RECORDS SHOWN START

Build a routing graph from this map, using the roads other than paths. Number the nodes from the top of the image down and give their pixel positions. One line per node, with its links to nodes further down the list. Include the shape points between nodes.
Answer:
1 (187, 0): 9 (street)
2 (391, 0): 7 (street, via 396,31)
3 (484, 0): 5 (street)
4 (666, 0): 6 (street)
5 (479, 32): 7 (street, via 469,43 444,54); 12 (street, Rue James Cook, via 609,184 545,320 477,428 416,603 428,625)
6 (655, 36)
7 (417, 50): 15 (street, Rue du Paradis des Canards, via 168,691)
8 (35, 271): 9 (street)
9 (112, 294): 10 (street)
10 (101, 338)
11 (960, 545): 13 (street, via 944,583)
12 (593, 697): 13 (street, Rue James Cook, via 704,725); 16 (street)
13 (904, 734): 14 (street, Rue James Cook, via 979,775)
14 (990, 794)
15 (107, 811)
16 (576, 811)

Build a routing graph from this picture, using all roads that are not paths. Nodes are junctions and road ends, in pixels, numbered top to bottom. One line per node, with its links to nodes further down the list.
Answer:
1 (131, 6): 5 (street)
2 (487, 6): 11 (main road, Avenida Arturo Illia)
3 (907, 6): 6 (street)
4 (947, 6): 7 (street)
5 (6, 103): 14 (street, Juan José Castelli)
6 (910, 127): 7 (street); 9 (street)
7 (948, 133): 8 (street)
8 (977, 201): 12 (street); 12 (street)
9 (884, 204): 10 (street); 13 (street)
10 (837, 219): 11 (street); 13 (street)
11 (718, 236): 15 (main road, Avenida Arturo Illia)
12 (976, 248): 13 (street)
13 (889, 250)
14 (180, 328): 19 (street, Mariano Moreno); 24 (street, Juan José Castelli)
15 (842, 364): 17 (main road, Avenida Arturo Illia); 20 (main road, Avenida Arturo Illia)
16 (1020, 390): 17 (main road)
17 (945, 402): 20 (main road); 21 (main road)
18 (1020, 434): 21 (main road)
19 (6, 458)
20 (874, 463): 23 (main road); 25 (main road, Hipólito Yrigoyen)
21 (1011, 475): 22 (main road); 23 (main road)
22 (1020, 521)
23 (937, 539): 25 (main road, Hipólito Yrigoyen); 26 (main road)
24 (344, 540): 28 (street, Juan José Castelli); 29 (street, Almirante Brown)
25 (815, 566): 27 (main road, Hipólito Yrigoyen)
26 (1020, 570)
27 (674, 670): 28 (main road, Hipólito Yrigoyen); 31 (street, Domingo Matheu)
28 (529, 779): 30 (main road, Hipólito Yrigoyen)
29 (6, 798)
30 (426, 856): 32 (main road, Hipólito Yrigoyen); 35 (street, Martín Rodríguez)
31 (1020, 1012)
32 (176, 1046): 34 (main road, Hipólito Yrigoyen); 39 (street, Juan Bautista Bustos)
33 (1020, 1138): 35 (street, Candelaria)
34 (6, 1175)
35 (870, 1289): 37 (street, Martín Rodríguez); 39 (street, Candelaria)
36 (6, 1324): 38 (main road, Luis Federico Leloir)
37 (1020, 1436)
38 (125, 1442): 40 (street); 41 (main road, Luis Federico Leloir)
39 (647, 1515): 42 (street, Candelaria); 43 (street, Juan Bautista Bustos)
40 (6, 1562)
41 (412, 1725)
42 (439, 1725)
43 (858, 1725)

RECORDS SHOWN END

_REQUIREMENT_
Go through the entries above and report how many lines hold the word "graph". Nothing but the number is needed.

_SOLUTION TO THE PROBLEM_
2